MAKASSAR – Kebijakan internal SMA Negeri 16 Makassar, yang menutupkan pagar sekolah bagi siswa-siswi yang terlambat masuk di sekolah tersebut dikeluhkan banyak orang tua/wali murid. Bahkan kebijakan yang dicetuskan oleh Kepala SMA Negeri 16 Makassar, Muh Yusuf dianggap sama sekali tidak mendidik siswa-siswinya.
Niat pihak sekolah ada benarnya, demi untuk membiasakan kedisiplinan para siswa di sekolah itu. Namun justru kebijakan yang tidak membiarkan siswa-siswi untuk masuk ke pekarangan sekolah sekali pun, justru dapat menjerumuskan anak-anak pada pergaulan negatif di luar sekolah.
Kebijakan Kepala SMAN 16 yang terletak di Jalan Ammanagappa Makassar ini yakni dengan tidak membiarkan siswa-siswi datang ke sekolah melewati waktu yang ditentukan pada pukul 07.15. Jika seorang siswa tiba di depan sekolah lewat dari jam yang ditentukan, maka para siswa sudah tidak diperkenankan melewati pintu pagar sekolah, yang dijaga ketat oleh petugas sekuriti.
Syamsul, seorang wali murid di sekolah itu merasa kesal. Persoalannya, petugas sekuriti menutup pintu pagar sekolah rapat-rapat. Padahal anaknya, yang duduk di kelas XI IPA, harus mengikuti ujian praktikum laboratorium IPA.
Orang tua wali siswa yang mengaku tinggal di Perumahan Bumi Tamalanrea Permai (BTP) Makassar ini menuding kebijakan sekolah tidak manusiawi. Apalagi, dia merasa sudah terburu-buru mengantar anaknya ke sekolah di tengah hujan deras pagi kemarin, Jumat (3/2/2017). Ternyata dia tiba di sekolah sudah menunjukkan pukul 07.20 Wita.

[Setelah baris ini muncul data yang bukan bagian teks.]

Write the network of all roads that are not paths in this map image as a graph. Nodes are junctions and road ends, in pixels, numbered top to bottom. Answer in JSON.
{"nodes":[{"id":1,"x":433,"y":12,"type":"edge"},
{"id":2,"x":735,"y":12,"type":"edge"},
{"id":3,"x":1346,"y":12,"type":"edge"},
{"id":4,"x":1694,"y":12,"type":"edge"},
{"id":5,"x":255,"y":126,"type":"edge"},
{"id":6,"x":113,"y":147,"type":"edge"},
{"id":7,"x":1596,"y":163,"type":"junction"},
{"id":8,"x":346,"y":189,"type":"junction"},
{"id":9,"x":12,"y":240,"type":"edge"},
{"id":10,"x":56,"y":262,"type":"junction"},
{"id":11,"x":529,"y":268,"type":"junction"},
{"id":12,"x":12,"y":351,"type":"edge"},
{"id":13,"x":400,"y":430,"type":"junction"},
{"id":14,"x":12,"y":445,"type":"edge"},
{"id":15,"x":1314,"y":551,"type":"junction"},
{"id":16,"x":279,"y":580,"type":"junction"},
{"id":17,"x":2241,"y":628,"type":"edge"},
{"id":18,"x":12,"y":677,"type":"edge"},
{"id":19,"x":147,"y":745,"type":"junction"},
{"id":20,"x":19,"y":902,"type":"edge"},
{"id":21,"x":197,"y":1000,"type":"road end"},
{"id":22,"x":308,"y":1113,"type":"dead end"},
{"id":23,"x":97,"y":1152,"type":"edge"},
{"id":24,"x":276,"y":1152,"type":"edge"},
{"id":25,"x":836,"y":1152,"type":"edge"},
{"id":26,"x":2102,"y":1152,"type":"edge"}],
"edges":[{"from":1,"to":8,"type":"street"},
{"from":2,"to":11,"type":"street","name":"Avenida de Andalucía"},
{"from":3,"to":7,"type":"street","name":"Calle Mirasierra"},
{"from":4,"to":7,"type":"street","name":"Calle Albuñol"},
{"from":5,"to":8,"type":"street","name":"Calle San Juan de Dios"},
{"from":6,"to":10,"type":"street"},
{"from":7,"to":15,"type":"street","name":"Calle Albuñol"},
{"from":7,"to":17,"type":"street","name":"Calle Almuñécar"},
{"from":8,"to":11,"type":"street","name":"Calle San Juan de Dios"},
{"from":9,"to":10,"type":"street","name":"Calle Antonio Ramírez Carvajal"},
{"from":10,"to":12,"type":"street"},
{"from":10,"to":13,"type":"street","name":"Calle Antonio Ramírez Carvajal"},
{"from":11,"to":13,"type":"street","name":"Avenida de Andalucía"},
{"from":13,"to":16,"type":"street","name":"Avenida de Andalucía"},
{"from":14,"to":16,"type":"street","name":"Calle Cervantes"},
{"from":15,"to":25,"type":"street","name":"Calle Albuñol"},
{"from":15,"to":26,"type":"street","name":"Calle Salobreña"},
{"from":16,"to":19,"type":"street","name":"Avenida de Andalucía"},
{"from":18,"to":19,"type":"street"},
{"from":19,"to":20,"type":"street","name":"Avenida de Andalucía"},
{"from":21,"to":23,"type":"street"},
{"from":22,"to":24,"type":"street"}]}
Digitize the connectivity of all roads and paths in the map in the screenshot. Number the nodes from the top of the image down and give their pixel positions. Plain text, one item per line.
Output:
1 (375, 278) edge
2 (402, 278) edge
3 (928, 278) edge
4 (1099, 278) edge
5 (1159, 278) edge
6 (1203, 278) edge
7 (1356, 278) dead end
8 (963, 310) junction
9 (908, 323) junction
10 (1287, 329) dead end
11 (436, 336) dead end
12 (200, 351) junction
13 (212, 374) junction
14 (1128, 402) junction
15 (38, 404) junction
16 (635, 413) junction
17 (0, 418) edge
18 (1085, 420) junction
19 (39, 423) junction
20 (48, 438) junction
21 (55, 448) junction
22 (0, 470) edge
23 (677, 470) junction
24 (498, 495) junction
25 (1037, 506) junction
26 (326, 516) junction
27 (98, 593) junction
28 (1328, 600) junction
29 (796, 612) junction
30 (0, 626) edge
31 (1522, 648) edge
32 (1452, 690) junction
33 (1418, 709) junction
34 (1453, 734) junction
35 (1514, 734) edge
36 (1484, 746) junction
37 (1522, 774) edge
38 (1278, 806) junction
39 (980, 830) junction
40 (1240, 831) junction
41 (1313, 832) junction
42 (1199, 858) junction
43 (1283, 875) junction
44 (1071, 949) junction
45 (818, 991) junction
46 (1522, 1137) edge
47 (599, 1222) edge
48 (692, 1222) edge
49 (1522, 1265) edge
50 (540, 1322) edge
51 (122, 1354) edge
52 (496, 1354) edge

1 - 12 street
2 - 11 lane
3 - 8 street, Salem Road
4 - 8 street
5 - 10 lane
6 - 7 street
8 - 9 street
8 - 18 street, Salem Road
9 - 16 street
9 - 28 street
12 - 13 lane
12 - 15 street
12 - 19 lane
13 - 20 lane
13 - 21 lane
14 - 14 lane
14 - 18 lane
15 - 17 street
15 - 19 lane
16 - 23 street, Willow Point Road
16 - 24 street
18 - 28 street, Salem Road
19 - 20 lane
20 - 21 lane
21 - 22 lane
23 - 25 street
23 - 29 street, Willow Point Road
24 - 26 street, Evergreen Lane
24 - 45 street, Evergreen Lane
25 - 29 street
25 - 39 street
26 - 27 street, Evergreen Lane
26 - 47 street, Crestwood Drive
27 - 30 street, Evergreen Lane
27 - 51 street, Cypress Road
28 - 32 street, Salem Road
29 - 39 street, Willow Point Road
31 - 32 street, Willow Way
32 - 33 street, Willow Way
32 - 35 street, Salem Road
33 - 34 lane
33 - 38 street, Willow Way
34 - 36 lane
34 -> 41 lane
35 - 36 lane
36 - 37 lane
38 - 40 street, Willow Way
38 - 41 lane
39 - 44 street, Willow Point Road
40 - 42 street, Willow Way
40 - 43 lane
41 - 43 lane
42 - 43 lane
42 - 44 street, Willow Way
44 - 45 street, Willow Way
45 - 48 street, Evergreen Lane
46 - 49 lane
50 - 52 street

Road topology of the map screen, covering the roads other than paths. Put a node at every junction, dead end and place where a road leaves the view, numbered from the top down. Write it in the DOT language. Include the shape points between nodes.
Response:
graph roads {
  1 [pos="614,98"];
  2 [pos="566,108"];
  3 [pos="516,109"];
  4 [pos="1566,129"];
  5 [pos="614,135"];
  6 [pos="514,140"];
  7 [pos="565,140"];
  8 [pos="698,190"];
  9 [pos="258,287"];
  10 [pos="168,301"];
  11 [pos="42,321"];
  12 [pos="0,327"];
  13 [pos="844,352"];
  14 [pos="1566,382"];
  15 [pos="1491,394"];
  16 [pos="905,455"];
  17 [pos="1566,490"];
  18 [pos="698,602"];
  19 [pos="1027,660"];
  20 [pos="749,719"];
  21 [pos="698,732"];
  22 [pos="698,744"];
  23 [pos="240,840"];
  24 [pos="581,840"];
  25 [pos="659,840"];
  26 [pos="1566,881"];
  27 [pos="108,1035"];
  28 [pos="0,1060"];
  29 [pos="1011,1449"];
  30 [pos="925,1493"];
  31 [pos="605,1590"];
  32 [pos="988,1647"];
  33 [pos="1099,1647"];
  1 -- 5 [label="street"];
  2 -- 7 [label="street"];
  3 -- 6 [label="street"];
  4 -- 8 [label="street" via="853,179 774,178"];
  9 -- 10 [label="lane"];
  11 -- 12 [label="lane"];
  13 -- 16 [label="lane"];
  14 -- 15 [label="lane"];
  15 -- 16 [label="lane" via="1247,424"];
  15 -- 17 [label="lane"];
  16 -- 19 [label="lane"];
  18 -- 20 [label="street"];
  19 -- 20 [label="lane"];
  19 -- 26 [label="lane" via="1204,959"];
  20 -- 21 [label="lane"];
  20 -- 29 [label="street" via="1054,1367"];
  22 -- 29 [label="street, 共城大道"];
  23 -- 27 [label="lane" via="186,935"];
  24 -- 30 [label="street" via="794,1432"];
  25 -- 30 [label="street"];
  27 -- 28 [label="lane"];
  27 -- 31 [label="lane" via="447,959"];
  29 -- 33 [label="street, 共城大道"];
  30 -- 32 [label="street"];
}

Mengetahui pintu pagar sekolah sudah ditutup rapat, anaknya terlihat begitu sedih. Dari rona mata anak itu, terlihat sembab. Tidak lama kemudian, anak tersebut, meneteskan air matanya.
“Bagaimanami ini, Pak ? Ujian praktek IPA-ka, pengambilan nilai. Usahakanki dulu minta tolong sama Pak Syam (Petugas sekuriti-red),” pinta anaknya.
Melihat anaknya menangis hanya takut tidak mendapatkan nilai praktikum mata pelajaran IPA, Syamsul pun memelas. Dia memohon kepada sekuriti agar dapat dibantu memasukkan anaknya ke dalam sekolah. Tapi sikap tegas sekuriti yang menjaga pintu, tak berhasil menyelamatkan anaknya masuk ke sekolah.
“Mohon maaf, Pak. Sekalipun anak seorang guru, aturannya tetap tidak bisa masuk lagi kalau sudah lewat jam 07.15. Kalau saya tidak ada masalah Pak, tapi itu disana Pak Kepala Sekolah berdiri terus di depan kantor mengawasi anak-anak yang datang terlambat. Kasihan juga saya Pak, karena nanti saya dimarahi,” ujar Syam, petugas sekuriti di sekolah tersebut.
[NEXT]
Permintaannya agar pintu pagar sekolah dapat dibukakan untuk siswa-siswi yang akan mengikuti ujian praktikum sekolah tidak dipenuhi, Syamsul, seorang honorer di Pemerintah Kota (Pemkot) Makassar pun tahu diri. Dia sadar, tidak boleh memaksakan kehendaknya. Meskipun batinnya bergemuruh, tapi dia menahan diri.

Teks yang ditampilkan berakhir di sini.